Tuesday, April 27, 2010

the space between artwork and visitor

Video Installation is wonderfully hard to define because of its integration of other art forms such as film, sculpture, conceptual, and performance. On top of its multiple-personality form of sorts, as Maia pointed out, installations really do need to be experienced in person. Margaret Morse put it perfectly when she said:

“Note that the artist vacates the scene in the installation per se. This allows the visitor rather than the artist to perform the piece. Indeed, she or he is in the piece as its experiential subject, not by identification, but in body.

This aspect of visitor/performer duality highlights the importance of first hand experience. This of course varies from piece to piece, some installations involving much more direct interaction than others, but to some degree most give implicate the visitor as both outside viewer as well as performer. The latter role as performer means that visitors are given a degree of agency and thus a participatory role as artist that those watching a record of an installation don’t have. The same could be said of sculpture, architecture, or really any other tactile art form

Experience of video installation goes beyond the duality of viewer/performer though, because as Morse points out, the difference between experiencing a video of a video installation and being in the space proper is our bodily perception. When Maia and I sit in classrooms watching Tony Oursler’s work, our bodies are sitting still in hard wooden chairs, our eyes are the primary form of experience. Phenomenologically there is a huge difference between our sitting and the active interaction of the people we see wandering through the installation videos. This is a bit of a digression, but talking about the necessity for human experience reminds me of how a few days ago I was chatting with my roommate about how the U.S. is pushing for a manned voyage to Mars because even though we have rovers there, nobody really cares. The reason I bring the Mars mission up is to point out that this urge for bodily experience is very much not exclusive to the art world. We crave experiential intimacy with that which we know exists outside its representation.

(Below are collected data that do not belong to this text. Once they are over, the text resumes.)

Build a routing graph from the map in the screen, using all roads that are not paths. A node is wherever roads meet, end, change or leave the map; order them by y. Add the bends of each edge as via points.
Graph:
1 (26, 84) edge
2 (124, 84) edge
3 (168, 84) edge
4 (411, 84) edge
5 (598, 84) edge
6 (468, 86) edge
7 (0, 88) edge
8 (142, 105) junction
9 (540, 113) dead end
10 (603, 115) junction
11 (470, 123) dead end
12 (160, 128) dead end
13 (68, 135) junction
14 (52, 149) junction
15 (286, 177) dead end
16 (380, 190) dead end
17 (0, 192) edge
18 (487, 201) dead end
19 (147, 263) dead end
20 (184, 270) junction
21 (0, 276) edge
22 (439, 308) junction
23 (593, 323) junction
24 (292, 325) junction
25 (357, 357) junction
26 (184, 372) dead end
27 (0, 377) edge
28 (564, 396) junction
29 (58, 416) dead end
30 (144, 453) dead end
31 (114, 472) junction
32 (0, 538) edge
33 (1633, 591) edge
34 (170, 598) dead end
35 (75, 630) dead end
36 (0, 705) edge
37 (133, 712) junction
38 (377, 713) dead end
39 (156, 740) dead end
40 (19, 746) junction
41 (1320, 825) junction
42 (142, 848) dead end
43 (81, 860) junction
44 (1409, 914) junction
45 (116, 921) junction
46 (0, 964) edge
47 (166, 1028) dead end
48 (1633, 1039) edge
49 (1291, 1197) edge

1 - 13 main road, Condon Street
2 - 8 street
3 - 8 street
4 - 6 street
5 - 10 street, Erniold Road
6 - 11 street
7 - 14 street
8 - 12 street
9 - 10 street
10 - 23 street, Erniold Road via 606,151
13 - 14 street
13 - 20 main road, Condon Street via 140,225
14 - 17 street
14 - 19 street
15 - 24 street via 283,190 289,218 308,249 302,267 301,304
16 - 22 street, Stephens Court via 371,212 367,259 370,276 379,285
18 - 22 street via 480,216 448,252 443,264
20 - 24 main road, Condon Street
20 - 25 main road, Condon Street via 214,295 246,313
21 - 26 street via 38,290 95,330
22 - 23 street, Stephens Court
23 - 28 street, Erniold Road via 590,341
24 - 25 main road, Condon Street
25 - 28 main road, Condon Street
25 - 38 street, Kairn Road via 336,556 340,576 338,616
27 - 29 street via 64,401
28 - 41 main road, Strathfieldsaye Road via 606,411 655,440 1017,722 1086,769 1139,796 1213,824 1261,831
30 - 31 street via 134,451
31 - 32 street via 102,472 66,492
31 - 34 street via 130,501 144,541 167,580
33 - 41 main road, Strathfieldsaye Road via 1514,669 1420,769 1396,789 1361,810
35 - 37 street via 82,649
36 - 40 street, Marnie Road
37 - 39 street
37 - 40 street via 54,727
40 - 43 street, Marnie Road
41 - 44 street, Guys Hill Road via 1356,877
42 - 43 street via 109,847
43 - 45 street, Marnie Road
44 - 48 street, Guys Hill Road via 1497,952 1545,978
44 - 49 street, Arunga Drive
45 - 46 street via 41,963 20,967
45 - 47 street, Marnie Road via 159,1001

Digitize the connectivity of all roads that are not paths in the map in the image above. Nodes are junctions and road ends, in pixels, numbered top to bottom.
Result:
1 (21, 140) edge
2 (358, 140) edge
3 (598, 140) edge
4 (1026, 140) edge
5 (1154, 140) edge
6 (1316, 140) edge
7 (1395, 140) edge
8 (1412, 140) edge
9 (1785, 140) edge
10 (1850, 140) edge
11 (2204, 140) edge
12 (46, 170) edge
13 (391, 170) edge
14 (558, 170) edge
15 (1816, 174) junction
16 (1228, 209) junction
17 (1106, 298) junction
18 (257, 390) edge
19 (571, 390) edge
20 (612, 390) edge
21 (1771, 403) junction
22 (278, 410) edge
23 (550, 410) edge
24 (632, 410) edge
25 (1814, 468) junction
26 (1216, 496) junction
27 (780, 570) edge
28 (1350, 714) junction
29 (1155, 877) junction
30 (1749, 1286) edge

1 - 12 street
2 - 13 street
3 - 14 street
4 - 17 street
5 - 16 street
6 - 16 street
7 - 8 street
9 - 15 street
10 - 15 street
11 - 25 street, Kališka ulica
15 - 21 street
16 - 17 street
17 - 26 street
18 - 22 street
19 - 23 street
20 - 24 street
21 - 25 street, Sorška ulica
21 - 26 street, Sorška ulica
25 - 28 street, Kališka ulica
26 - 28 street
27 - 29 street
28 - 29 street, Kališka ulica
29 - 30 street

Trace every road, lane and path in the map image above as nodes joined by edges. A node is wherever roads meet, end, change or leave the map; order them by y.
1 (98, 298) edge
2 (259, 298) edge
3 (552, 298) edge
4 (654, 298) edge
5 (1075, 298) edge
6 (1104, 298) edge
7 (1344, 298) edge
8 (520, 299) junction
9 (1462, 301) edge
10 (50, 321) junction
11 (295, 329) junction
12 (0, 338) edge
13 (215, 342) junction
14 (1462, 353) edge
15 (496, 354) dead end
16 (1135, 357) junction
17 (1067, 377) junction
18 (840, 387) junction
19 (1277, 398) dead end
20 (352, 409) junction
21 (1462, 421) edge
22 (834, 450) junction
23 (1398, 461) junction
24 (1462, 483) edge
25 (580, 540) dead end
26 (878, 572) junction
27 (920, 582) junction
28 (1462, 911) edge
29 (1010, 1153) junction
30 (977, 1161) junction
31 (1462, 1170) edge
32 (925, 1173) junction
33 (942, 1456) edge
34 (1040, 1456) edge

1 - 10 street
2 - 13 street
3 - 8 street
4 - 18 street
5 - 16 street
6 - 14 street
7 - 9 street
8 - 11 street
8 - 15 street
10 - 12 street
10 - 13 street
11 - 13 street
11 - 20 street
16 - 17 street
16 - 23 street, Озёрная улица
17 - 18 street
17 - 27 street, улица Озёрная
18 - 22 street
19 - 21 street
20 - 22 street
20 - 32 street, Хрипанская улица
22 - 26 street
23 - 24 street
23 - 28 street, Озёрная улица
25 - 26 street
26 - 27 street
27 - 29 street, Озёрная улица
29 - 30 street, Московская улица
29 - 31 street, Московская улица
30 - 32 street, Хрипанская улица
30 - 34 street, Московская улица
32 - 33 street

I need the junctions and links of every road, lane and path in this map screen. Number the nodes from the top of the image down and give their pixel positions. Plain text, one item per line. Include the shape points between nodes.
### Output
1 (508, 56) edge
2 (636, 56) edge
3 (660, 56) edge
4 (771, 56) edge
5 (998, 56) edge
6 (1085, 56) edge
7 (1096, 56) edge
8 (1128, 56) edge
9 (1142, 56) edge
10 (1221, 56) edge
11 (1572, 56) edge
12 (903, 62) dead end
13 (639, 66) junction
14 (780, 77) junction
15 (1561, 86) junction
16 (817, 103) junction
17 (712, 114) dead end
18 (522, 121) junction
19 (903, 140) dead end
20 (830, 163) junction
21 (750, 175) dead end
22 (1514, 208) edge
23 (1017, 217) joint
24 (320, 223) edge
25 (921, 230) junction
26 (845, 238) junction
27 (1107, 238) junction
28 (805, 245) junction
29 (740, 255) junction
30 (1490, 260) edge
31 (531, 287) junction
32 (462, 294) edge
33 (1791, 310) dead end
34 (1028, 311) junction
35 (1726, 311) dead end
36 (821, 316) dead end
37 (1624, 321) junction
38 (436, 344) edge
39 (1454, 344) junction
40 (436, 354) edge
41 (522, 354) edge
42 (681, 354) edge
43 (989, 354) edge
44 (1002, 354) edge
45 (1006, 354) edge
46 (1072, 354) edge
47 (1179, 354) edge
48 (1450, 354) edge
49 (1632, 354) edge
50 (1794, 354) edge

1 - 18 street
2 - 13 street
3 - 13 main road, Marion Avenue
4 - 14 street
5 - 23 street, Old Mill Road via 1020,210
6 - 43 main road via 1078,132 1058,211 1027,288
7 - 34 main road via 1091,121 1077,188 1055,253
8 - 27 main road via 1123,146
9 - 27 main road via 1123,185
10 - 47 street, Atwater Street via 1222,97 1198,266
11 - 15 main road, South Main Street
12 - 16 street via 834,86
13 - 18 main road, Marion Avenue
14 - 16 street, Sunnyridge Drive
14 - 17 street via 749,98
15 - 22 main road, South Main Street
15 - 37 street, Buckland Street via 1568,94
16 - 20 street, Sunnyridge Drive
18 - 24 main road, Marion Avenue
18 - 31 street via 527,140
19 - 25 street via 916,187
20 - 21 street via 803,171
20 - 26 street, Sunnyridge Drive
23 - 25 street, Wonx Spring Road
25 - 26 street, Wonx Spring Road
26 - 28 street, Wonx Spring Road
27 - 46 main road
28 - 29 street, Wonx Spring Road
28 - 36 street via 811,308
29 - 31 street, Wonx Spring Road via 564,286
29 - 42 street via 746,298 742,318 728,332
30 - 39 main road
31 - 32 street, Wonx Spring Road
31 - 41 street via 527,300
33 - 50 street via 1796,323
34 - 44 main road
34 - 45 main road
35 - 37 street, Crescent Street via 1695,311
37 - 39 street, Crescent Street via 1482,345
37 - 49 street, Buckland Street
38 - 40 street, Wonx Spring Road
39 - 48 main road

Our cravings for intimacy and immediacy I think are part of the answer to Maia’s open question of “why is the video an artwork, whereas a documentation of an installation or a performance is not (usually) art?” The act of documenting is one of distanced preservation, like freezing food, creating a space between viewer and artwork that inhibits creative engagement. To keep with the food analogy, I feel that this distance is similar to the difference between seeing a picture of a sandwich and eating that sandwich—in the former we let it exist distant and objectively, in the latter we take it in, taste, and digest it in relation to our individual sense-reactions. Video art is an artwork because the video format is how the piece was meant to be received, like tasting a sandwich or feeling the panic of a bungee jump fall, while pictures or other documents of these things are simply descriptions of the sensory event.

The reason Dan Graham’s “Performer/Audience/Mirror” felt more like a documentation than it did an art piece is because the piece was meant to implicate the viewers, especially when he starts describing them, because it creates a direct connection between the performer and audience that makes for unique, uncomfortable, reactions. When we watched the video of it, we did so some 40 years later, and in a way that removed our interaction. I think a “truer” experience of Graham’s piece would be re-enacting his performance with an audience because in this way we could have the same types of engaged reactions as Graham and the audience in the video did. This in mind, maybe we should start re-enacting some of these performances or re-creating some old installations to get a truer sense of them.

1 comment:

  1. re-enactments... you should come to the last day of my postmodernism class. I think we're just going to be talking about, and showing videos/pictures of our re-enactments.

    As for the mars thing: I think it's really interesting that we want that physical experience, while only a few, highly qualified people are going to get to it. We will only get video representation, and stories of their experience, allowing us to live vicariously through their memories. It will only be a story to us, yet, for some reason, it will seem so much more real than the images sent back by robots.

    That goes back to my comment on video taping family memories. Not only does it allow the person to relive their experiences, but it also allows them to show their friends. The mars situation is one case where the documentation of the event almost has more significance.